• _Activity_:
Please restate every record below word for word.

(Collected data entries)
________________
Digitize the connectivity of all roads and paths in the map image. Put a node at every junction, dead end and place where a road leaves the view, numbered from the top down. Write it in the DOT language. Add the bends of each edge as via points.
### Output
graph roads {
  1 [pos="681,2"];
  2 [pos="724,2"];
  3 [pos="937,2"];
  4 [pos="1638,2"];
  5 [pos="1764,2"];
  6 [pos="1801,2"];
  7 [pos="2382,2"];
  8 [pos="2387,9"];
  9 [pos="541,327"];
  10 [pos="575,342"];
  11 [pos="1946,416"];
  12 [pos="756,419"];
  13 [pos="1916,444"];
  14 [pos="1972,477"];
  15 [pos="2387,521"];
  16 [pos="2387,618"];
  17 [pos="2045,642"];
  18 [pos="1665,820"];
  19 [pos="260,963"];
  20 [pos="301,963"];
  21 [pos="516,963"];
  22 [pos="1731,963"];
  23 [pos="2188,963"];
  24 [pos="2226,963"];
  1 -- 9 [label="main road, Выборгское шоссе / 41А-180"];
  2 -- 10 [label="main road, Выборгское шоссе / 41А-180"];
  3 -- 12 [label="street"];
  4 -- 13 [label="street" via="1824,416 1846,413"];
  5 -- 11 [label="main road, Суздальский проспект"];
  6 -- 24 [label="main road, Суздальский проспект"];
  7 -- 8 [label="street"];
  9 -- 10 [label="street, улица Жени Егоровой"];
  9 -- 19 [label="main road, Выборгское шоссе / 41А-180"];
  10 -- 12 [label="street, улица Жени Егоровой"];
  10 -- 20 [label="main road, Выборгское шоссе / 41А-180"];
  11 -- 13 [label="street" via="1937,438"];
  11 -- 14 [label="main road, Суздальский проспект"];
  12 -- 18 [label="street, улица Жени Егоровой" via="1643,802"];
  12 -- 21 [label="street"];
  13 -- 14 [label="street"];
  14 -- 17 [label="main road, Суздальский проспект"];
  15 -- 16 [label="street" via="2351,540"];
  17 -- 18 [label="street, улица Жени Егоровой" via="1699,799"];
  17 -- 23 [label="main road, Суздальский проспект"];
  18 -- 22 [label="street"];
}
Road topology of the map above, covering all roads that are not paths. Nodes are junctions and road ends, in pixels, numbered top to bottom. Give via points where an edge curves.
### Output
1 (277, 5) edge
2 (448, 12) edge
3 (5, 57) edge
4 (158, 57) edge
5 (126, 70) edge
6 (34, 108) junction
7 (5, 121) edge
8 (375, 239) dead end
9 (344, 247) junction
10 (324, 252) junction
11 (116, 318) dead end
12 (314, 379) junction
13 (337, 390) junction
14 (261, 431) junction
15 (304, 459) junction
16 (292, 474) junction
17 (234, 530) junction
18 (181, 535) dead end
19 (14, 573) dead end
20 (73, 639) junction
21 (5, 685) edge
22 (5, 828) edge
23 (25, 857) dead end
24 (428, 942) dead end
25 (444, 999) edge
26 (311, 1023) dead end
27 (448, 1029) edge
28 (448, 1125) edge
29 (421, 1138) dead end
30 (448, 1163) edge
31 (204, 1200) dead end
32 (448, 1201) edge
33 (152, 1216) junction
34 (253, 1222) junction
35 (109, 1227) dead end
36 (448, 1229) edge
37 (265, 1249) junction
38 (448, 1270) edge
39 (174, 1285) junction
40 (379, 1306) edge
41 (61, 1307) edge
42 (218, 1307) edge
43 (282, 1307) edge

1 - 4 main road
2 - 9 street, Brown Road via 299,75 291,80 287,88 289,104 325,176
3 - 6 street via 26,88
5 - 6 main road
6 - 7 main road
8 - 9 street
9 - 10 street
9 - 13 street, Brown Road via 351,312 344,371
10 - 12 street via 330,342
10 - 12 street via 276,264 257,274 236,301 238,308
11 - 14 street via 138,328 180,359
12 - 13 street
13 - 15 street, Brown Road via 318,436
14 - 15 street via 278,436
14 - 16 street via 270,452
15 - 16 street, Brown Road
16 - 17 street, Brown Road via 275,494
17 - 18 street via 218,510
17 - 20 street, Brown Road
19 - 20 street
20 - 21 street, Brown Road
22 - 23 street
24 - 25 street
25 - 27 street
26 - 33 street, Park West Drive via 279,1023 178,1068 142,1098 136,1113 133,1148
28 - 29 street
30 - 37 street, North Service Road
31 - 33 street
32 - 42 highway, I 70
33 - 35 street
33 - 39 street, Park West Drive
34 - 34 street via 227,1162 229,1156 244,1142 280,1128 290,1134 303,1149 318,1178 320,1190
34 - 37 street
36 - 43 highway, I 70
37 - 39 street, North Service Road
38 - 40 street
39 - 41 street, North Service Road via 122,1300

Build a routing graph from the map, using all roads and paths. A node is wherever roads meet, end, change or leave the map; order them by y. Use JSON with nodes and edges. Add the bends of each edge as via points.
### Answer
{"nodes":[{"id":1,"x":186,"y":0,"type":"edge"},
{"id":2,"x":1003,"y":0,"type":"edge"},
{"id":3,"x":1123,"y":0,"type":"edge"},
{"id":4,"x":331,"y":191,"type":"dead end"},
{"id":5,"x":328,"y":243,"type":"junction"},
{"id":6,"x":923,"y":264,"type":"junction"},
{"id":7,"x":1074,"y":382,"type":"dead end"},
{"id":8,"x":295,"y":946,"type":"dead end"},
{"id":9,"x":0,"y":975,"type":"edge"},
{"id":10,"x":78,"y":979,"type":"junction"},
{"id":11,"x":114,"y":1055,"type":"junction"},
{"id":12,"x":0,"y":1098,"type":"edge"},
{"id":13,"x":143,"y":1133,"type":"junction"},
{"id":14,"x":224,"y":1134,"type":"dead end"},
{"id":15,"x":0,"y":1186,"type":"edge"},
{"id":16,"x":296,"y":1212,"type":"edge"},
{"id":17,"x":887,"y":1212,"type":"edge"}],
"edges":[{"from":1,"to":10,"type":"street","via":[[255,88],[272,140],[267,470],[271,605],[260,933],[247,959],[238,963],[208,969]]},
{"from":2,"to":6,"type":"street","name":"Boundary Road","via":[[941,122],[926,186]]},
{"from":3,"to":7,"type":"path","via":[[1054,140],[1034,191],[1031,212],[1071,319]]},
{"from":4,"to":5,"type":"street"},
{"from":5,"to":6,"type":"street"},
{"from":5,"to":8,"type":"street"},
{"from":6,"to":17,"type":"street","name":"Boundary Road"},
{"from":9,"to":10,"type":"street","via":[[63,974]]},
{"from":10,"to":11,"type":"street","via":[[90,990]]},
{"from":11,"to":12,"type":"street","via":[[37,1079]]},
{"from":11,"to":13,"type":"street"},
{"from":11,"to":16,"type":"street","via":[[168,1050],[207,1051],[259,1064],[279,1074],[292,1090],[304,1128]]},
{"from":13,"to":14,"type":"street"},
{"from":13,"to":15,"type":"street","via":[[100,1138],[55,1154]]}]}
________________
• _Task solution_:
Digitize the connectivity of all roads and paths in the map image. Put a node at every junction, dead end and place where a road leaves the view, numbered from the top down. Write it in the DOT language. Add the bends of each edge as via points.
### Output
graph roads {
  1 [pos="681,2"];
  2 [pos="724,2"];
  3 [pos="937,2"];
  4 [pos="1638,2"];
  5 [pos="1764,2"];
  6 [pos="1801,2"];
  7 [pos="2382,2"];
  8 [pos="2387,9"];
  9 [pos="541,327"];
  10 [pos="575,342"];
  11 [pos="1946,416"];
  12 [pos="756,419"];
  13 [pos="1916,444"];
  14 [pos="1972,477"];
  15 [pos="2387,521"];
  16 [pos="2387,618"];
  17 [pos="2045,642"];
  18 [pos="1665,820"];
  19 [pos="260,963"];
  20 [pos="301,963"];
  21 [pos="516,963"];
  22 [pos="1731,963"];
  23 [pos="2188,963"];
  24 [pos="2226,963"];
  1 -- 9 [label="main road, Выборгское шоссе / 41А-180"];
  2 -- 10 [label="main road, Выборгское шоссе / 41А-180"];
  3 -- 12 [label="street"];
  4 -- 13 [label="street" via="1824,416 1846,413"];
  5 -- 11 [label="main road, Суздальский проспект"];
  6 -- 24 [label="main road, Суздальский проспект"];
  7 -- 8 [label="street"];
  9 -- 10 [label="street, улица Жени Егоровой"];
  9 -- 19 [label="main road, Выборгское шоссе / 41А-180"];
  10 -- 12 [label="street, улица Жени Егоровой"];
  10 -- 20 [label="main road, Выборгское шоссе / 41А-180"];
  11 -- 13 [label="street" via="1937,438"];
  11 -- 14 [label="main road, Суздальский проспект"];
  12 -- 18 [label="street, улица Жени Егоровой" via="1643,802"];
  12 -- 21 [label="street"];
  13 -- 14 [label="street"];
  14 -- 17 [label="main road, Суздальский проспект"];
  15 -- 16 [label="street" via="2351,540"];
  17 -- 18 [label="street, улица Жени Егоровой" via="1699,799"];
  17 -- 23 [label="main road, Суздальский проспект"];
  18 -- 22 [label="street"];
}
Road topology of the map above, covering all roads that are not paths. Nodes are junctions and road ends, in pixels, numbered top to bottom. Give via points where an edge curves.
### Output
1 (277, 5) edge
2 (448, 12) edge
3 (5, 57) edge
4 (158, 57) edge
5 (126, 70) edge
6 (34, 108) junction
7 (5, 121) edge
8 (375, 239) dead end
9 (344, 247) junction
10 (324, 252) junction
11 (116, 318) dead end
12 (314, 379) junction
13 (337, 390) junction
14 (261, 431) junction
15 (304, 459) junction
16 (292, 474) junction
17 (234, 530) junction
18 (181, 535) dead end
19 (14, 573) dead end
20 (73, 639) junction
21 (5, 685) edge
22 (5, 828) edge
23 (25, 857) dead end
24 (428, 942) dead end
25 (444, 999) edge
26 (311, 1023) dead end
27 (448, 1029) edge
28 (448, 1125) edge
29 (421, 1138) dead end
30 (448, 1163) edge
31 (204, 1200) dead end
32 (448, 1201) edge
33 (152, 1216) junction
34 (253, 1222) junction
35 (109, 1227) dead end
36 (448, 1229) edge
37 (265, 1249) junction
38 (448, 1270) edge
39 (174, 1285) junction
40 (379, 1306) edge
41 (61, 1307) edge
42 (218, 1307) edge
43 (282, 1307) edge

1 - 4 main road
2 - 9 street, Brown Road via 299,75 291,80 287,88 289,104 325,176
3 - 6 street via 26,88
5 - 6 main road
6 - 7 main road
8 - 9 street
9 - 10 street
9 - 13 street, Brown Road via 351,312 344,371
10 - 12 street via 330,342
10 - 12 street via 276,264 257,274 236,301 238,308
11 - 14 street via 138,328 180,359
12 - 13 street
13 - 15 street, Brown Road via 318,436
14 - 15 street via 278,436
14 - 16 street via 270,452
15 - 16 street, Brown Road
16 - 17 street, Brown Road via 275,494
17 - 18 street via 218,510
17 - 20 street, Brown Road
19 - 20 street
20 - 21 street, Brown Road
22 - 23 street
24 - 25 street
25 - 27 street
26 - 33 street, Park West Drive via 279,1023 178,1068 142,1098 136,1113 133,1148
28 - 29 street
30 - 37 street, North Service Road
31 - 33 street
32 - 42 highway, I 70
33 - 35 street
33 - 39 street, Park West Drive
34 - 34 street via 227,1162 229,1156 244,1142 280,1128 290,1134 303,1149 318,1178 320,1190
34 - 37 street
36 - 43 highway, I 70
37 - 39 street, North Service Road
38 - 40 street
39 - 41 street, North Service Road via 122,1300

Build a routing graph from the map, using all roads and paths. A node is wherever roads meet, end, change or leave the map; order them by y. Use JSON with nodes and edges. Add the bends of each edge as via points.
### Answer
{"nodes":[{"id":1,"x":186,"y":0,"type":"edge"},
{"id":2,"x":1003,"y":0,"type":"edge"},
{"id":3,"x":1123,"y":0,"type":"edge"},
{"id":4,"x":331,"y":191,"type":"dead end"},
{"id":5,"x":328,"y":243,"type":"junction"},
{"id":6,"x":923,"y":264,"type":"junction"},
{"id":7,"x":1074,"y":382,"type":"dead end"},
{"id":8,"x":295,"y":946,"type":"dead end"},
{"id":9,"x":0,"y":975,"type":"edge"},
{"id":10,"x":78,"y":979,"type":"junction"},
{"id":11,"x":114,"y":1055,"type":"junction"},
{"id":12,"x":0,"y":1098,"type":"edge"},
{"id":13,"x":143,"y":1133,"type":"junction"},
{"id":14,"x":224,"y":1134,"type":"dead end"},
{"id":15,"x":0,"y":1186,"type":"edge"},
{"id":16,"x":296,"y":1212,"type":"edge"},
{"id":17,"x":887,"y":1212,"type":"edge"}],
"edges":[{"from":1,"to":10,"type":"street","via":[[255,88],[272,140],[267,470],[271,605],[260,933],[247,959],[238,963],[208,969]]},
{"from":2,"to":6,"type":"street","name":"Boundary Road","via":[[941,122],[926,186]]},
{"from":3,"to":7,"type":"path","via":[[1054,140],[1034,191],[1031,212],[1071,319]]},
{"from":4,"to":5,"type":"street"},
{"from":5,"to":6,"type":"street"},
{"from":5,"to":8,"type":"street"},
{"from":6,"to":17,"type":"street","name":"Boundary Road"},
{"from":9,"to":10,"type":"street","via":[[63,974]]},
{"from":10,"to":11,"type":"street","via":[[90,990]]},
{"from":11,"to":12,"type":"street","via":[[37,1079]]},
{"from":11,"to":13,"type":"street"},
{"from":11,"to":16,"type":"street","via":[[168,1050],[207,1051],[259,1064],[279,1074],[292,1090],[304,1128]]},
{"from":13,"to":14,"type":"street"},
{"from":13,"to":15,"type":"street","via":[[100,1138],[55,1154]]}]}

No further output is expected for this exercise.